J’ignore si Canal + avait organisé un quelconque évènement suite à la chute du mur de Berlin mais toujours est-il que les 20 et 21 janvier 1990, Gérard Courant va filmer une palanquée d’artistes (photographes, peintres, performers, dessinateurs…) venus d’Allemagne et majoritairement d’Allemagne de l’Est. Ce sera d’ailleurs pour le cinéaste une des dernières occasions qu’il aura d’écrire « RDA » sur ses cartons introductifs lorsqu’il s’agit de présenter l’origine de la personne filmée.

Je vous ai déjà soufflé que les Cinématons allemands n’étaient pas les plus enjoués. Et le fait que les modèles viennent de l’Allemagne de l’Est ne change rien à l’affaire. De plus, Courant les filme dans son studio improvisé dans les locaux de Canal +. Du coup, cette étape fut très rude, nous contraignant à contempler une série de portraits monacaux se succédant sur le même fond blanc. Le pire, c’est sans aucun doute cette lumière très crue qui baigne tous les portraits et qui semble même éblouir les personnalités filmées. Comme la plupart ont le teint très clair et les yeux bleus, ce fond blanc couplé à cette lumière impitoyable ne font que souligner les défauts des visages et leur donnent un caractère systématiquement blafard.

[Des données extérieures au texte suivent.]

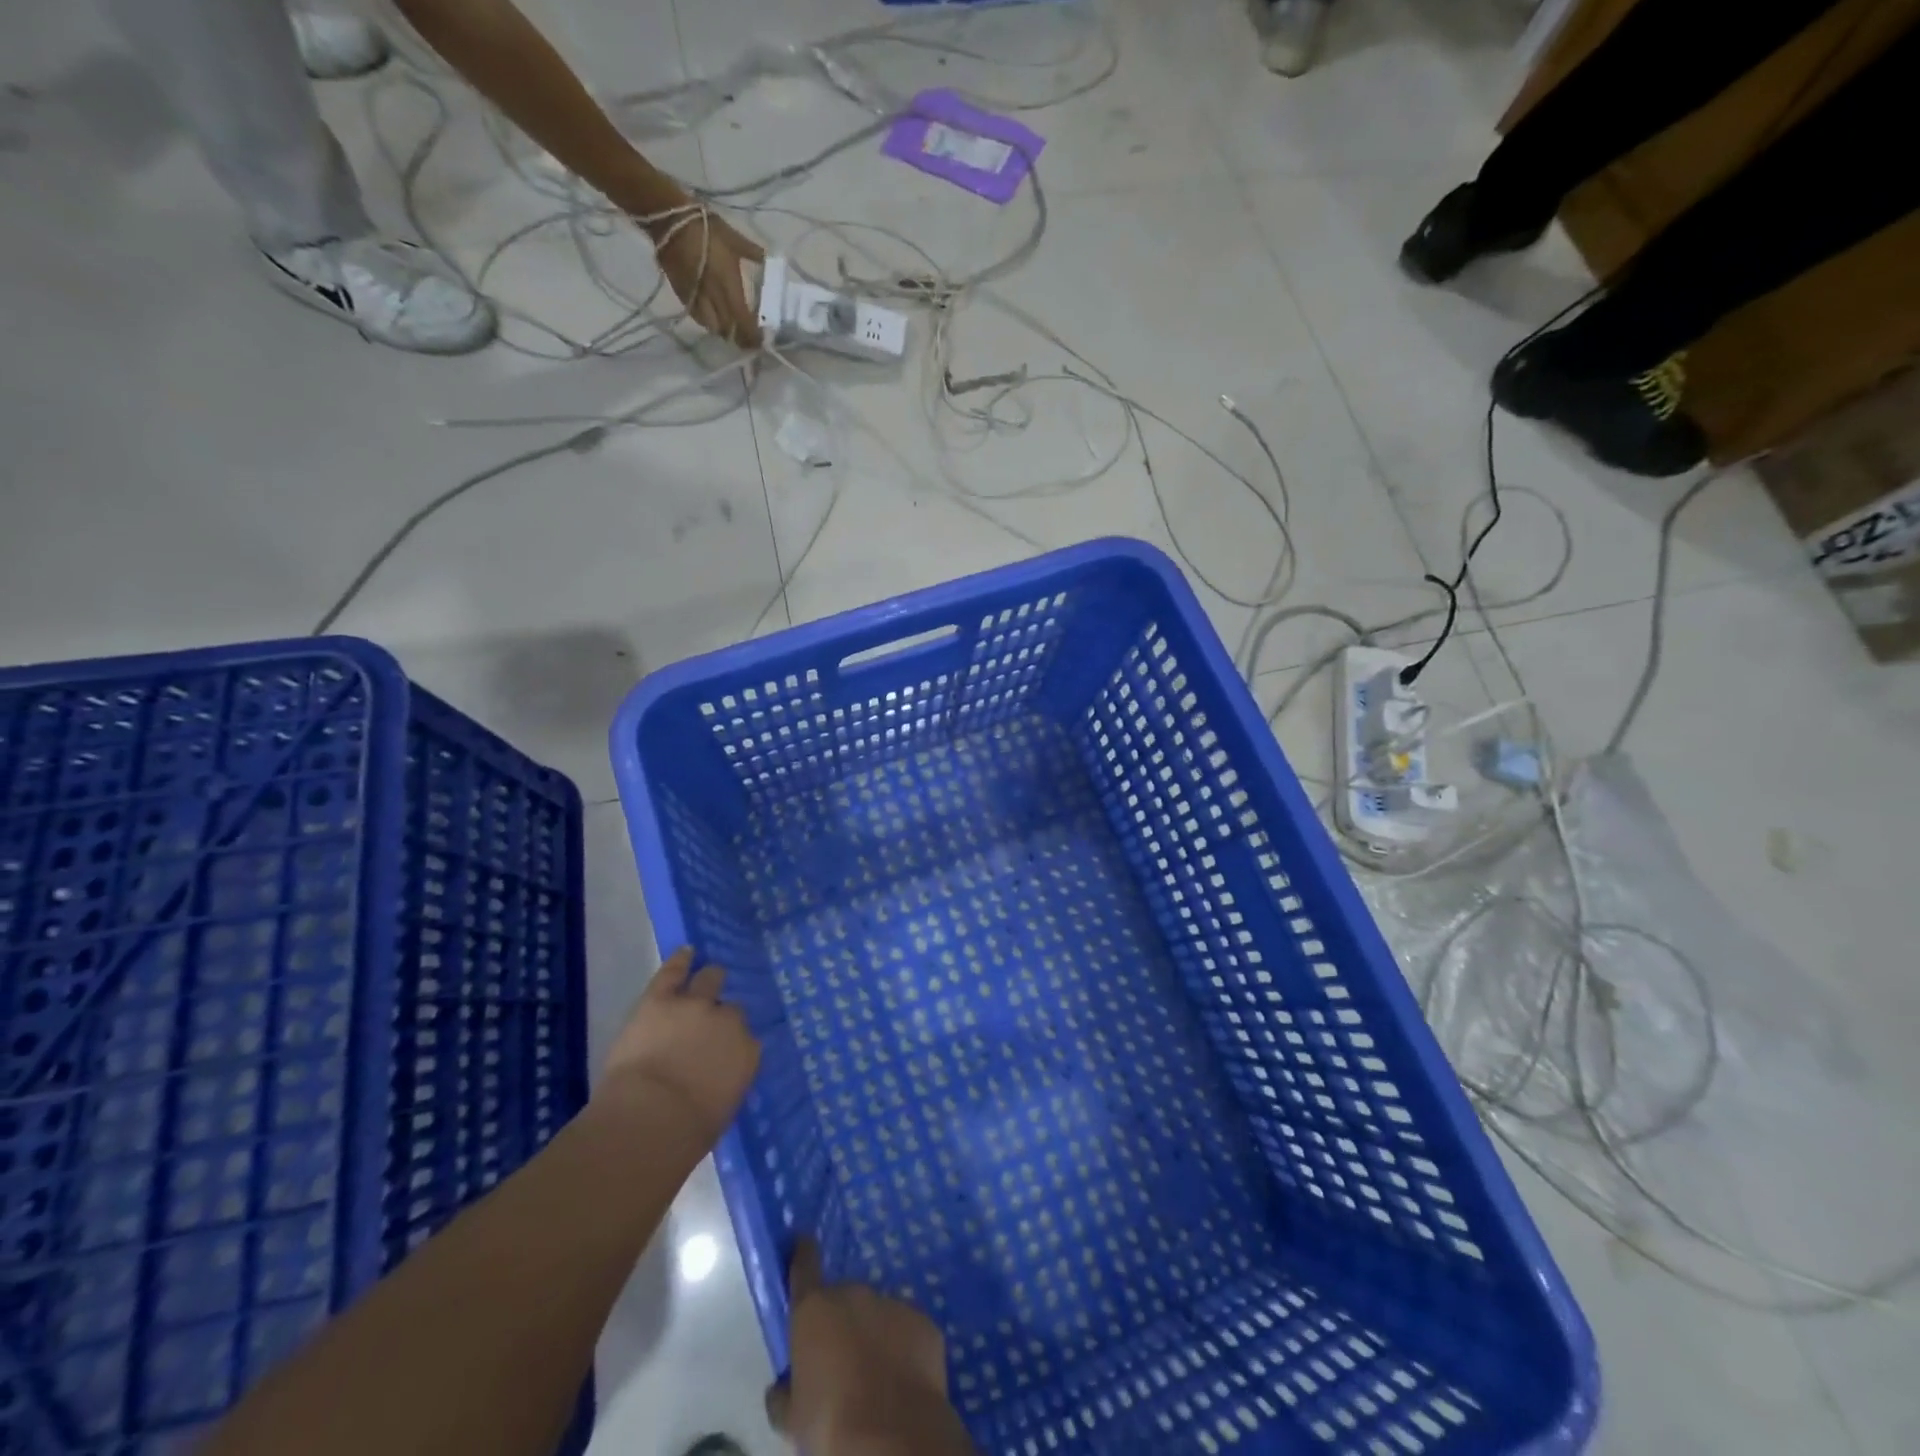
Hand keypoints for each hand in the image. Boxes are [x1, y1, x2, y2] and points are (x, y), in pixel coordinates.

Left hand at [601, 948, 759, 1145]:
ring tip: (706, 978)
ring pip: (710, 979)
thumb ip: (725, 1083)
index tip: (724, 1050)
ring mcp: (695, 1005)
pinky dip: (681, 960)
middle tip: (710, 1021)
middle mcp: (729, 1022)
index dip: (733, 1042)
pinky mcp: (661, 999)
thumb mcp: (721, 1109)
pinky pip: (674, 971)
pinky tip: (686, 951)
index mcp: (747, 1053)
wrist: (651, 1119)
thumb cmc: (687, 1132)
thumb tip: (716, 1080)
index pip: (747, 1039)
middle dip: (721, 1014)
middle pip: (732, 1008)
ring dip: (708, 981)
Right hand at [650, 207, 764, 348]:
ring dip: (723, 332)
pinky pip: (698, 318)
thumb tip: (769, 261)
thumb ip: (753, 254)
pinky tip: (713, 319)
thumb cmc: (706, 228)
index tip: (761, 341)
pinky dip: (708, 323)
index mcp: (730, 287)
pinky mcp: (683, 296)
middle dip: (739, 338)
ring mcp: (697, 299)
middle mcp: (714, 299)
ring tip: (731, 330)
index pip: (744, 322)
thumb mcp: (734, 239)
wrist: (670, 220)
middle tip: (748, 340)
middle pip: (729, 330)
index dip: (753, 336)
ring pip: (713, 327)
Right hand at [766, 1240, 976, 1455]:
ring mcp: (892, 1302)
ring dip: (873, 1337)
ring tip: (873, 1382)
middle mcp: (854, 1293)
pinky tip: (901, 1385)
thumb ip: (784, 1393)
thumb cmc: (830, 1423)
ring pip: (877, 1316)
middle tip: (839, 1365)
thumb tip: (782, 1386)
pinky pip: (906, 1332)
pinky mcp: (923, 1322)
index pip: (804, 1264)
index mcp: (814, 1309)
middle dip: (840, 1324)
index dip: (801, 1253)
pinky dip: (902, 1351)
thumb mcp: (792, 1418)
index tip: (801, 1243)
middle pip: (843, 1300)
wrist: (892, 1436)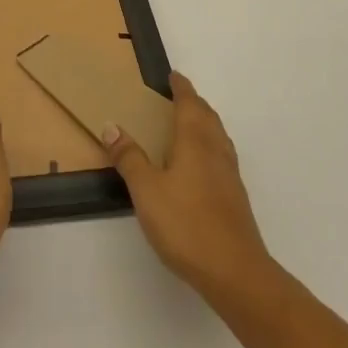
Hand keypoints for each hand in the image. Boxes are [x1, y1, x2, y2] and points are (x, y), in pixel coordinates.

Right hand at [103, 72, 273, 303]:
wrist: (235, 271)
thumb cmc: (186, 224)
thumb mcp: (146, 190)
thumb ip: (129, 158)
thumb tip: (112, 126)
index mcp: (195, 141)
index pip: (189, 104)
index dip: (181, 88)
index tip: (173, 76)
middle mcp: (216, 151)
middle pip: (208, 117)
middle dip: (194, 103)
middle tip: (178, 97)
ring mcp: (230, 175)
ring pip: (218, 137)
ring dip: (205, 123)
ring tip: (189, 125)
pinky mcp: (236, 197)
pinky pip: (222, 156)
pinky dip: (210, 146)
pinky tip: (201, 166)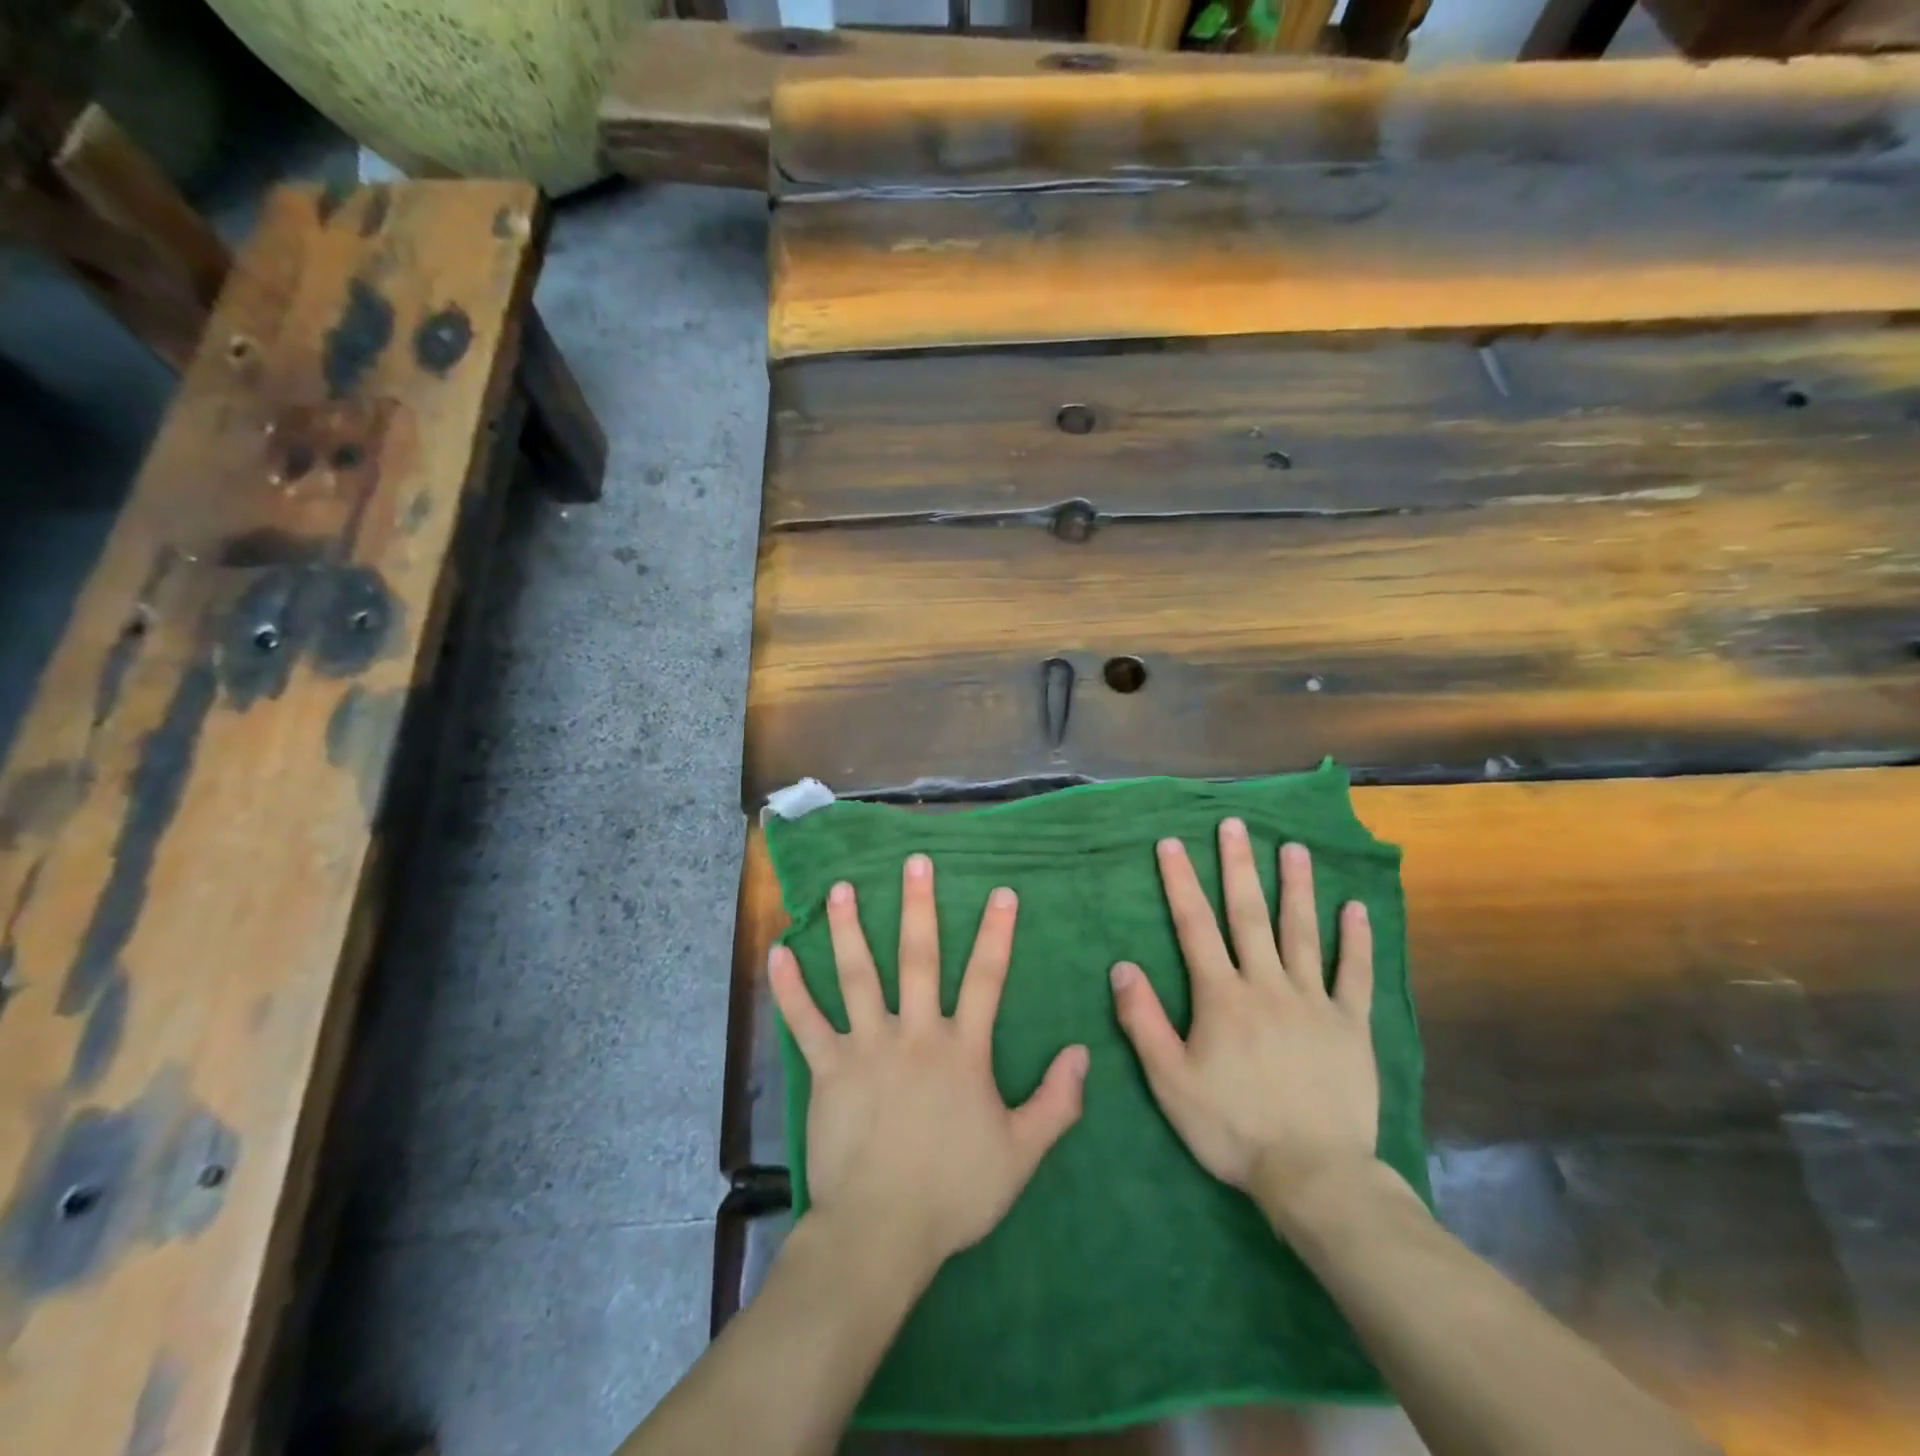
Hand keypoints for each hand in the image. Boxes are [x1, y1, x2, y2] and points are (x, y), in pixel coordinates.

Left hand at [769, 853, 1088, 1279]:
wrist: (882, 1231)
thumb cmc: (953, 1192)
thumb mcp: (1021, 1154)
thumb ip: (1055, 1102)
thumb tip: (1083, 1052)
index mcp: (962, 1050)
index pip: (986, 979)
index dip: (996, 934)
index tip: (1001, 892)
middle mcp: (915, 1034)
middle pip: (919, 958)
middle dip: (919, 907)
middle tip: (915, 862)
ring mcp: (867, 1046)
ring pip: (858, 975)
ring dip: (850, 929)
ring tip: (843, 888)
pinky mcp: (828, 1068)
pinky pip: (806, 1021)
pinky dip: (791, 988)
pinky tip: (778, 953)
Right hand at [1110, 819, 1378, 1220]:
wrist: (1314, 1175)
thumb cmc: (1232, 1128)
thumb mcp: (1170, 1081)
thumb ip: (1144, 1021)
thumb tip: (1123, 967)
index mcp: (1222, 997)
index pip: (1194, 926)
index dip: (1181, 882)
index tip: (1172, 843)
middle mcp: (1266, 985)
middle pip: (1249, 915)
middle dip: (1239, 866)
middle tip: (1235, 825)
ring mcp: (1313, 1002)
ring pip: (1302, 933)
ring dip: (1297, 887)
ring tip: (1294, 848)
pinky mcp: (1351, 1026)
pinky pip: (1354, 974)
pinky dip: (1356, 940)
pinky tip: (1355, 908)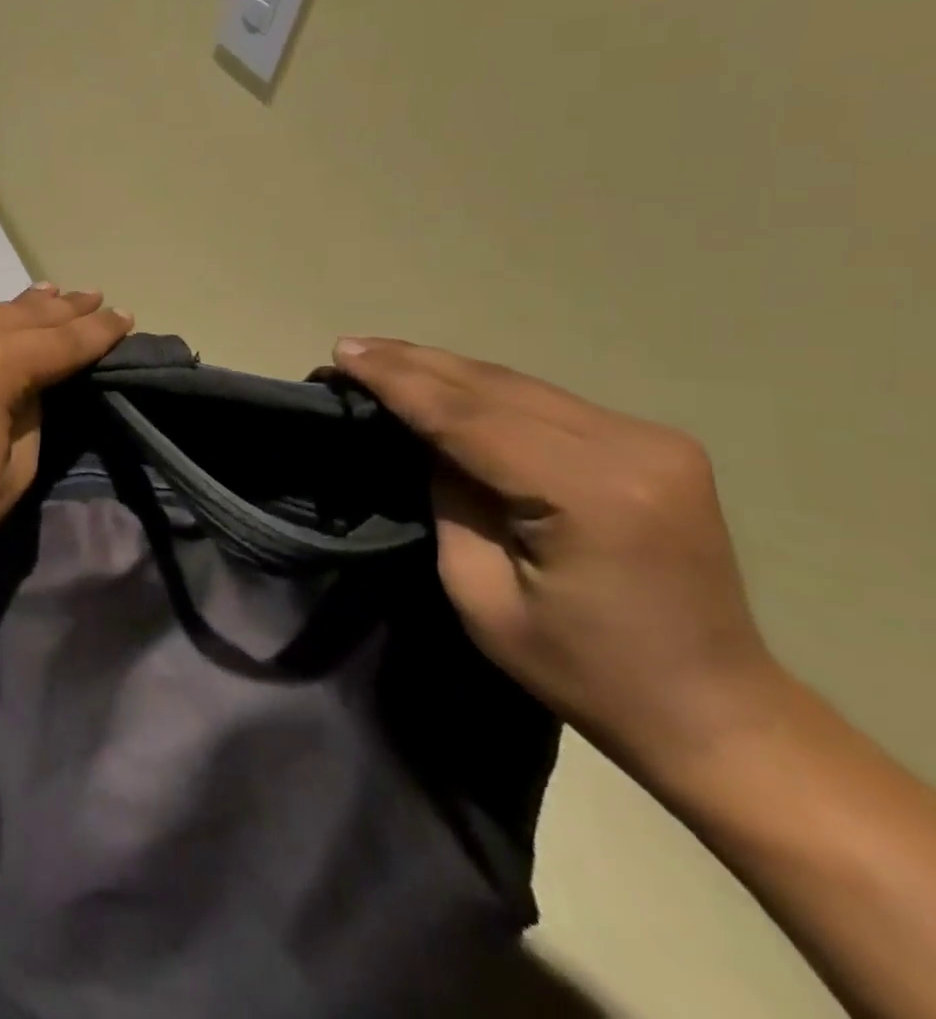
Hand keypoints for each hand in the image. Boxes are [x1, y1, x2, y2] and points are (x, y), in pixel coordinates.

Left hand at [0, 286, 133, 587]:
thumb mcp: (11, 472)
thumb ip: (30, 413)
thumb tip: (27, 384)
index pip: (59, 341)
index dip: (97, 331)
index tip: (124, 316)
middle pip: (18, 315)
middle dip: (60, 308)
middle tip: (92, 296)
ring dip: (13, 312)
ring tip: (46, 297)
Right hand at [333, 337, 780, 784]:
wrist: (714, 709)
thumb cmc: (583, 670)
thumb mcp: (482, 593)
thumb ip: (449, 501)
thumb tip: (422, 439)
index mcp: (591, 494)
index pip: (469, 417)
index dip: (399, 382)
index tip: (344, 353)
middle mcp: (632, 447)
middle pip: (496, 387)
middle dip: (415, 364)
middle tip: (351, 347)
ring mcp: (652, 439)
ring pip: (519, 384)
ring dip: (446, 370)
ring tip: (382, 357)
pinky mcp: (653, 442)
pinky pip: (545, 400)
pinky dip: (484, 389)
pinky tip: (443, 382)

A tel point qu’on est soulagé de voir le Cinématon du peintre Hanns Schmansky (n°1185), car même s’il se trouve visiblement dans le même lieu et qui ne se départit pas de cette proverbiale austérité teutonne ; il fait éteindre les lumières et se fait éclairer, de biais, par un soleil de janvier qui ne révèle que la moitié de son visage (l’autre restant plongée dans l’ombre). Le résultat est beaucoup plus « esthétique ».

 

Le coureur de fond finit par tellement saturer de ce fond blanc qu’il pousse un soupir de soulagement lorsque les lieux des tournages finissent par changer, même si le modèle est un commissaire-priseur portant un nom à coucher dehors (Pierre Cornette de Saint-Cyr, n°1196). Posant devant une toile, notre homme montre à la caméra un tableau, un dessin et un masque en laissant supposer au spectateur qu’il s’agit peut-être des objets d’une future mise aux enchères.

La journaliste Isabelle Pénuchot (n°1197) joue également avec beaucoup d’objet, dans un décor intérieur plutôt chaleureux  (fini cette lumière blanche d’hôpital !). Elle se cache le visage avec un masque, un éventail (accessoire peu utilisé, bizarrement), un pot de fleurs (des tulipes, me semble-t-il) puis les cartes d’un jeu de tarot qu’elle lance en direction de la caméra. Il s’agissait sans doute pour ce modèle de prédire un bel avenir à Cinématon !

 

Finalement, de cette longue série « est-allemande »[1] (33 films !), un seul portrait parvient à véritablement retenir l’attention, peut-être parce que la « performer » Else Gabriel (n°1180) en rajoute dans le sordide et le glauque. Sur ce fond blanc, elle pose le visage maculé de farine et semble être couverte de tâches de sang, comme si elle sortait d’un accident de voiture. L’air hébété, elle se tourne de profil pour montrer aux spectateurs qu’un rat est en train de se balader dans sa chevelure ! La demoiselle inaugure en quelque sorte le premier  Cinématon gothique du lot et elle n’aurait pas dépareillé dans un film de Tim Burton !  



[1] Ceux qui ne sont pas allemands sont soumis au même régime sans fioriture, je pense par exemple au critique de cinéma Emile Breton (n°1188)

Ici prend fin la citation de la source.